Internationale Marktberichte
Asien-Börsen: Anleger üben sich in Zurückhaltung

Neue Konjunkturdaten aus China haben die Investoren an den asiatischen Märkten nach dem gestrigen Kurseinbruch zwar etwas beruhigt. Die Gewinne am Dienstag hielten sich aber Grenzen.

HB HONGKONG/TOKIO. Nach dem massiven Kurssturz am chinesischen Aktienmarkt zu Wochenbeginn haben sich die Börsen in Fernost am Dienstag erholt. Gestützt auf Konjunkturdaten notierte der Markt in Schanghai 1,6 Prozent im Plus. Zwei Einkaufsmanager-Indizes in China stiegen auf den höchsten Stand seit 16 Monaten. Die Zahlen beruhigten auch Anleger an anderen Börsenplätzen in Asien, insgesamt hielten sich die Gewinne wegen der anhaltenden Unsicherheit um die Stabilität des chinesischen Marktes jedoch in Grenzen.

In Tokio gewann der 225 Werte umfassende Nikkei-Index 0,4 Prozent auf 10 530 Punkte. Der breiter gefasste Topix-Index schloss 0,3 Prozent im Plus bei 968 Zählern. Auch die Aktienmärkte in Südkorea, Hongkong, Taiwan und Singapur notierten fester.

Am Montag war die Börse in Schanghai um fast sieben Prozent eingebrochen. Der Kursrutsch ließ an den Märkten in Europa und den USA Sorgen aufkommen, dass Chinas Wachstum geringer ausfallen könnte als erwartet.

Auch in Tokio blickten die Händler am Dienstag noch mit gemischten Gefühlen nach China. Nach dem Sieg der Opposition bei den Parlamentswahlen warteten Anleger zudem auf neue Impulse.

Zulegen konnten Autowerte. In Japan stieg der Absatz von registrierten Pkw im August, ausgenommen Kleinstwagen, laut dem Verband der Autohändler um 2,3 Prozent. Toyota konnte dabei neun Prozent mehr Fahrzeuge verkaufen als im Vorjahr. Die Aktien des weltgrößten Autobauers stiegen um 0,8 Prozent. Der Absatz von Honda legte sogar um 13,4 Prozent zu. Honda-Papiere verteuerten sich um 1,2 Prozent.

In Südkorea schossen die Anteilsscheine von Hyundai vor Bekanntgabe der Absatzzahlen für August um 7,6 Prozent nach oben. Der Autobauer profitierte zuletzt von starken Verkäufen seiner Kleinwagen und konnte auch im abgelaufenen Monat mehr Fahrzeuge verkaufen.

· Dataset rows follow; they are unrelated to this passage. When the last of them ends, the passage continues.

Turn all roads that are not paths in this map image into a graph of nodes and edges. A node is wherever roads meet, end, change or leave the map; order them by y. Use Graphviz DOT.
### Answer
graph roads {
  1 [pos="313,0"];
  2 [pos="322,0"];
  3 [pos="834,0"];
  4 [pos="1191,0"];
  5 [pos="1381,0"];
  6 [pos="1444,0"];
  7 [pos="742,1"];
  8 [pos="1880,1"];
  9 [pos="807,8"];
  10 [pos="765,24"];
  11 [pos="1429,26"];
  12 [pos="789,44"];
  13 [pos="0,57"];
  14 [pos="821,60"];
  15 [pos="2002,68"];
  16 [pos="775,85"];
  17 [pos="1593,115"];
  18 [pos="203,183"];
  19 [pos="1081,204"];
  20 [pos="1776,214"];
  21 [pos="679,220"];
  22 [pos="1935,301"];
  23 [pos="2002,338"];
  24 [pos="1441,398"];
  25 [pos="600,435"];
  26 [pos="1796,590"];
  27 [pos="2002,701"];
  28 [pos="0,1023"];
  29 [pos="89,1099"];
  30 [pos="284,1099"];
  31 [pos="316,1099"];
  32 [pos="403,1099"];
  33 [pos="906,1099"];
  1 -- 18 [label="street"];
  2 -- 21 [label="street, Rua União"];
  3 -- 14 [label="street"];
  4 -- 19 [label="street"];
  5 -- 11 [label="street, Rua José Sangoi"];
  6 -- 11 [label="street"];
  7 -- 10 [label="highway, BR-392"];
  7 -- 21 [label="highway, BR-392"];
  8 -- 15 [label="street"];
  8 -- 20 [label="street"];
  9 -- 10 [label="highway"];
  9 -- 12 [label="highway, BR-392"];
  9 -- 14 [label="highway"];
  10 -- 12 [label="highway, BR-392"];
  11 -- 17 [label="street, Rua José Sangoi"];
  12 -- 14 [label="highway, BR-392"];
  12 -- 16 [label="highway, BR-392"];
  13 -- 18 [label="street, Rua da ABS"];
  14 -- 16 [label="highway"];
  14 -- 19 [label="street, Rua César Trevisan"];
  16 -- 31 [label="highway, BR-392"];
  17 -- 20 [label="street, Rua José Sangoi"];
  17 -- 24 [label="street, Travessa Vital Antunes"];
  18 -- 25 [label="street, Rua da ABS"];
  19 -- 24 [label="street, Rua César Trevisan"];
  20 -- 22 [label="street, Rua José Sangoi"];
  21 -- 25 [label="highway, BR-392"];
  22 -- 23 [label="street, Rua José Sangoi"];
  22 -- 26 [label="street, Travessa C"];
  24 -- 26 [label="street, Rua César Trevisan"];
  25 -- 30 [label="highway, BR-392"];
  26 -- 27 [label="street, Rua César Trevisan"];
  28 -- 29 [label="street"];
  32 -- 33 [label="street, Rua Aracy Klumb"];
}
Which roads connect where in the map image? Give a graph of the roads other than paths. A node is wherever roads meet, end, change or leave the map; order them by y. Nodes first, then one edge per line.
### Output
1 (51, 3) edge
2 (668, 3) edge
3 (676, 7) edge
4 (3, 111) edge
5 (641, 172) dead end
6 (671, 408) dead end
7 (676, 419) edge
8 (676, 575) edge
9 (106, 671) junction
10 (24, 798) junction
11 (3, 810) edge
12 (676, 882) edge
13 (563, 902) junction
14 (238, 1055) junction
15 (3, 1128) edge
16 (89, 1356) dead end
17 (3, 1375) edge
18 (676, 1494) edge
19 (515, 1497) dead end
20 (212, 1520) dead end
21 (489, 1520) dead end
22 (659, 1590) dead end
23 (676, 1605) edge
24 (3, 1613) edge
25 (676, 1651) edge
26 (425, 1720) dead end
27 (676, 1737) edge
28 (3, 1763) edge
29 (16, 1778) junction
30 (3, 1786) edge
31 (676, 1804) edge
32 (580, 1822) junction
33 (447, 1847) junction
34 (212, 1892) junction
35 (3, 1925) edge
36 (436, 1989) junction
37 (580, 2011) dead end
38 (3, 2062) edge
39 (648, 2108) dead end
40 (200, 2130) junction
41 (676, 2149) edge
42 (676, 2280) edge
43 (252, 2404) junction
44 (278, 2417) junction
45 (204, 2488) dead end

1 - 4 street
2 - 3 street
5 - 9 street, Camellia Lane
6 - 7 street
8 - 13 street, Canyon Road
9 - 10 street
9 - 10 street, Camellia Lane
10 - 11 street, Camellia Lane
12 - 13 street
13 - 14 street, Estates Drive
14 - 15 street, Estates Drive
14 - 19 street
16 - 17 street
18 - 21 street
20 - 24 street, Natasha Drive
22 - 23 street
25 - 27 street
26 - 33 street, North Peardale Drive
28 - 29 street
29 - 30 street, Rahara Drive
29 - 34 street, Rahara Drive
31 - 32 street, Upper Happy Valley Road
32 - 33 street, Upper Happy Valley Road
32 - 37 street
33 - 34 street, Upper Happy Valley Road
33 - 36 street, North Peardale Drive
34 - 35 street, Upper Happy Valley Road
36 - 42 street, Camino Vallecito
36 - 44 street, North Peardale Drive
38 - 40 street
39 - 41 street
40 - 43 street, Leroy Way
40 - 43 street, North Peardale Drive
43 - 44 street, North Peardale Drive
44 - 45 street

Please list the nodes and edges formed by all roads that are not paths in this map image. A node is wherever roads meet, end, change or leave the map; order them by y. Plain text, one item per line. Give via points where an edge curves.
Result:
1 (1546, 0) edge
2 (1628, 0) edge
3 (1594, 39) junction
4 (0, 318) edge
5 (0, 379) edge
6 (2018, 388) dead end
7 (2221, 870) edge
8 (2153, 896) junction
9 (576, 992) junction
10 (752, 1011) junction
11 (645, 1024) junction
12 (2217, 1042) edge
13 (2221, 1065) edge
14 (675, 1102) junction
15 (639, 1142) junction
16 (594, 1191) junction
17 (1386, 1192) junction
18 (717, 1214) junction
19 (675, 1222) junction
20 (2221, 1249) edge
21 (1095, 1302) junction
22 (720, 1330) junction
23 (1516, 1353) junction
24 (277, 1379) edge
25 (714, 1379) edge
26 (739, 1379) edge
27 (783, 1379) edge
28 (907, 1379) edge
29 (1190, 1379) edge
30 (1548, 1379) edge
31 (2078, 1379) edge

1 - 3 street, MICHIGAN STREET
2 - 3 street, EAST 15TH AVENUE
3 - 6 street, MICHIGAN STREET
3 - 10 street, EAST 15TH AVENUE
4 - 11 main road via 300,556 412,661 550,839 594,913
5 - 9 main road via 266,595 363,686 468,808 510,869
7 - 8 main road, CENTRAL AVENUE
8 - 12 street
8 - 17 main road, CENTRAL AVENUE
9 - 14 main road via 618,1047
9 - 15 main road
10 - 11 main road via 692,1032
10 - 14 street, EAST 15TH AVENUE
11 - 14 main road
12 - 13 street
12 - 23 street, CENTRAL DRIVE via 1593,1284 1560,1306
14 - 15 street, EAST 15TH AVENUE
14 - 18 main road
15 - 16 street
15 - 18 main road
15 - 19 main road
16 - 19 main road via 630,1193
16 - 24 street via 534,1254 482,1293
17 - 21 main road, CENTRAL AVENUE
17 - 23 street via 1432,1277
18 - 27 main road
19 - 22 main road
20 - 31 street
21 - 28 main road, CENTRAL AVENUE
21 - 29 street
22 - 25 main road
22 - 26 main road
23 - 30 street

Der Euro präsentierte sich im fernöstlichen Devisenhandel fester. Nach einem New Yorker Schlusskurs von 1,4327 Dollar legte die Gemeinschaftswährung auf 1,4373 Dollar zu. Zum Yen notierte der Euro bei 133,78 Yen. Der Yen legte gegenüber der US-Währung ebenfalls zu und war 93,05 Dollar wert.